Clip is more appropriate as there is an equivalent dask/numpy/xarray operation.

when creating a new variable with Derive, the new variable was being added to the input dataset. This commit fixes that by making a shallow copy of the input and adding the variables to that shallow copy before returning it.

Clip is more appropriate as there is an equivalent dask/numpy/xarray operation.

coveralls · 2026-01-08T23:40:18Z

Pull Request Test Coverage Report for Build 20835553598

Details

151 of 152 (99.34%) changed or added relevant lines in 7 files are covered.
No unchanged relevant lines lost coverage.
Overall coverage increased (+0.9%) to 65.91%

Changes Missing Coverage	Covered Lines	Changed/Added Lines	%
packages/data/src/pyearthtools/data/transforms/derive.py	7	8	87.5%

Totals
Change from base Build 20305027296:	0.9%
Covered Lines:	10711
Relevant Lines:	15893

💛 - Coveralls

packages/pipeline/src/pyearthtools/pipeline/operations/dask/values.py

nikeethr · 2026-01-12T22:07:31Z

Thanks for the changes. Just had a minor comment (see above). Otherwise, it looks good.

appreciate the comments around deep copy and what they affect. Given that lot of applications of the pipeline can be memory hungry

tennlee · 2026-01-16T07:44:25Z

packages/pipeline/src/pyearthtools/pipeline/operations/dask/values.py



-class ForceNormalised(DaskOperation):
+class Clip(DaskOperation):


I'm fine with this change, and there are no issues with dependencies on it at the moment. However, the docs will need to be updated (e.g. docs/api/pipeline/pipeline_api.md) and the notebooks (I think maybe only docs/notebooks/pipeline/Operations.ipynb).

tennlee · 2026-01-16T07:45:54Z

packages/pipeline/src/pyearthtools/pipeline/operations/xarray/values.py

    def apply_func(self, sample: T) -> T:
-        return sample.fillna(self.nan)
+
+        if not (isinstance(sample, xr.DataArray) or isinstance(sample, xr.Dataset)):


I wonder if we should have a general xarray subclass of operation which handles xarray type checking rather than doing it down in apply_func... this is okay, but it might be better to put it up higher.

I did have a similar review comment, but I didn't mention it because I wasn't familiar enough with the codebase to suggest where an ideal place would be, and how much impact putting it at a higher level would have on everything else.

I guess (in hindsight) those would be the considerations, and also if it needs to be in a separate issue. But yes, it does seem like a very common "entrypoint" check that applies to many things.
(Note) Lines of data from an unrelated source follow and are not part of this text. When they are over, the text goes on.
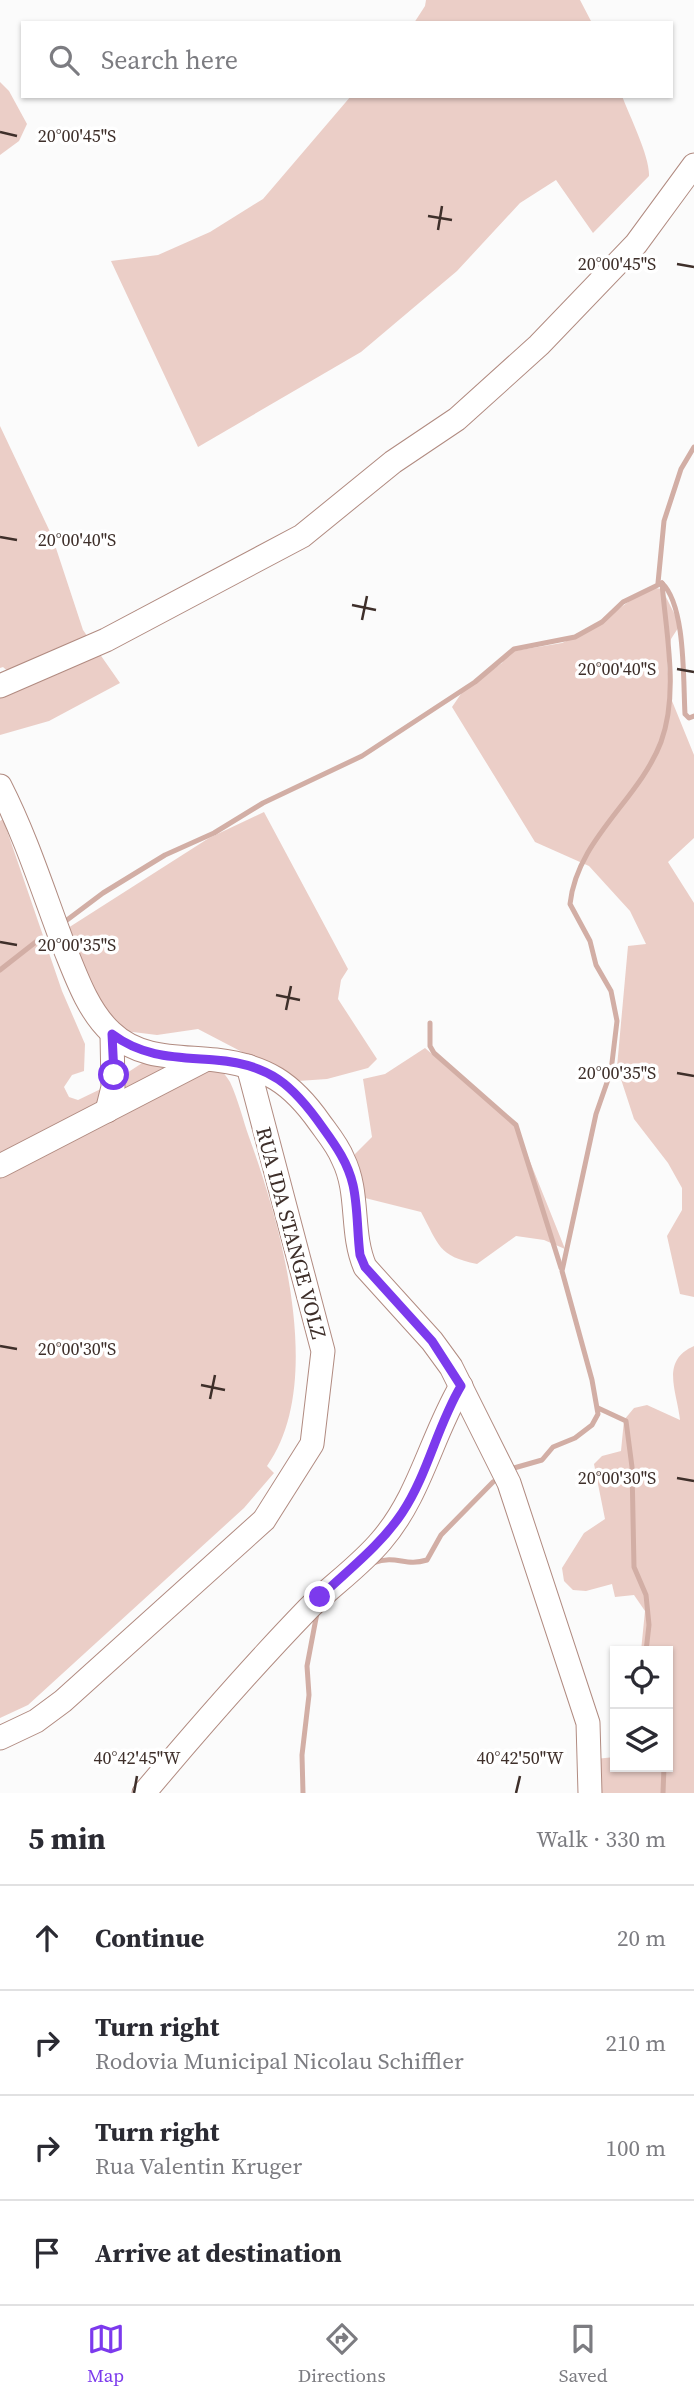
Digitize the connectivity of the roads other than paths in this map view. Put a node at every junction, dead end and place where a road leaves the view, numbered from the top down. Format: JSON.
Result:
{"nodes":[{"id":1,"x":694,"y":164,"type":"edge"},
{"id":2,"x":0,"y":686,"type":"edge"},
{"id":3,"x":0,"y":786,"type":"edge"},
{"id":4,"x":112,"y":1034,"type":"junction"},
{"id":5,"x":206,"y":1060,"type":"junction"},
{"id":6,"x":248,"y":1066,"type":"junction"},
{"id":7,"x":107,"y":1111,"type":"junction"},
{"id":8,"x":0,"y":1166,"type":"edge"},
{"id":9,"x":461,"y":1386,"type":"junction"},
{"id":10,"x":0,"y":1738,"type":"edge"},
{"id":11,"x":144,"y":1793,"type":"edge"},
{"id":12,"x":590,"y":1793,"type":"edge"}],
"edges":[{"from":1,"to":2,"type":"street"},
{"from":3,"to":4,"type":"street"},
{"from":4,"to":5,"type":"street"},
{"from":4,"to":7,"type":"street"},
{"from":5,"to":6,"type":"street"},
{"from":5,"to":7,"type":"street"},
{"from":6,"to":9,"type":"street"},
{"from":6,"to":10,"type":"street","name":"RUA IDA STANGE VOLZ"},
{"from":7,"to":8,"type":"street"},
{"from":9,"to":11,"type":"street"},
{"from":9,"to":12,"type":"street"}]}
tennlee · 2026-01-16T07:49:20Z

packages/pipeline/src/pyearthtools/pipeline/operations/xarray/values.py


    def apply_func(self, sample: T) -> T:
-        return sample.fillna(self.nan)
+


Just reading the docstring above (it won't let me comment on unchanged lines), it says "If no value is passed then positive infinity values will be replaced with a very large number. Defaults to None.". But None is not a very large number. So by default that comment doesn't parse for me.

weird, I'm guilty of commenting on unchanged code a lot. I usually just hover over the vertical separator until it gives me a blue "+" - maybe different color/style based on your theme. See:

Hopefully that helps.

edoyango added 12 commits January 9, 2026 10:32

use Replace class instead of replace_values

9157a6a

rename numpy ForceNormalised to Clip

f22c67a

Clip is more appropriate as there is an equivalent dask/numpy/xarray function. Additionally, no normalisation is occuring.
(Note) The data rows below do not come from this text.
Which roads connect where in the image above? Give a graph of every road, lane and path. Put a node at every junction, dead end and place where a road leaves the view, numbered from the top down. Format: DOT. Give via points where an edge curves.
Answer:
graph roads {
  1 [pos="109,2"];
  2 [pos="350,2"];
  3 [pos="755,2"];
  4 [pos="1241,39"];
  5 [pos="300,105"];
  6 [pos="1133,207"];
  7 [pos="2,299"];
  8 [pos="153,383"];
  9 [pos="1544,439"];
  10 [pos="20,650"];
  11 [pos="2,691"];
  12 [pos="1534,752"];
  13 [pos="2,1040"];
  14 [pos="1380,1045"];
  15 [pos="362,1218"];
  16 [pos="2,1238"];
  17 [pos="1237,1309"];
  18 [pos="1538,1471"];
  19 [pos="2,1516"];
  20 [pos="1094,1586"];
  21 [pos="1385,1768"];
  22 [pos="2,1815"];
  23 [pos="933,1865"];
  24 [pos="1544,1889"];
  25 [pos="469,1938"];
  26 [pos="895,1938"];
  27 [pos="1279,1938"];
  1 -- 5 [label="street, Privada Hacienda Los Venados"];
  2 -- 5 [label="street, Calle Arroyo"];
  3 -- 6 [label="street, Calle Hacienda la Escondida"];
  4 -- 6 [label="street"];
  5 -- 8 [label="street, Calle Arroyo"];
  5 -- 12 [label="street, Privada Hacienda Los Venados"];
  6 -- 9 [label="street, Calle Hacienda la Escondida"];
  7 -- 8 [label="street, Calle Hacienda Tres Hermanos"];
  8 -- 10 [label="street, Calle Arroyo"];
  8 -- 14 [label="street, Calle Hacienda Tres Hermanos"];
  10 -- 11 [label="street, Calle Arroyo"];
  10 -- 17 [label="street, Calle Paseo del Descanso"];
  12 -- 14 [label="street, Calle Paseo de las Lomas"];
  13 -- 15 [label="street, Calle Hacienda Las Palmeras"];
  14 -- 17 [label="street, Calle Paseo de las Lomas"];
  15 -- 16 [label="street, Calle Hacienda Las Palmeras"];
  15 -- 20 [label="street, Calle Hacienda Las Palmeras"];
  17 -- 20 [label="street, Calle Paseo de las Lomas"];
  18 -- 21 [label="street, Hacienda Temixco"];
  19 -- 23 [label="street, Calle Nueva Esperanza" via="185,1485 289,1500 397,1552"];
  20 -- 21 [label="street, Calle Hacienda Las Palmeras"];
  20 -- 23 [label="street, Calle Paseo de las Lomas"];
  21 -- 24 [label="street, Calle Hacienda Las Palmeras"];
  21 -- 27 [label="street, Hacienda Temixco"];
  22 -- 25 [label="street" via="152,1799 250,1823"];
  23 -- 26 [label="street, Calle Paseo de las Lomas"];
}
add numpy values operations tests

23f91f1

add pos/neg inf replacement in xarray FillNan

c1a6a9c

This aligns xarray FillNan with numpy FillNan

add xarray MaskValue op tests

e4cceb6

rename xarray ForceNormalised to Clip

578b9fd

Clip is more appropriate as there is an equivalent dask/numpy/xarray operation.

prevent derive from adding vars to input

5ef7a6e

when creating a new variable with Derive, the new variable was being added to the input dataset. This commit fixes that by making a shallow copy of the input and adding the variables to that shallow copy before returning it.

add test for xarray derive op

eba6df0

complete implementation of dask FillNan

f8f50c2

add dask maskvalue tests

085abea

rename dask ForceNormalised to Clip

898786c

Clip is more appropriate as there is an equivalent dask/numpy/xarray operation.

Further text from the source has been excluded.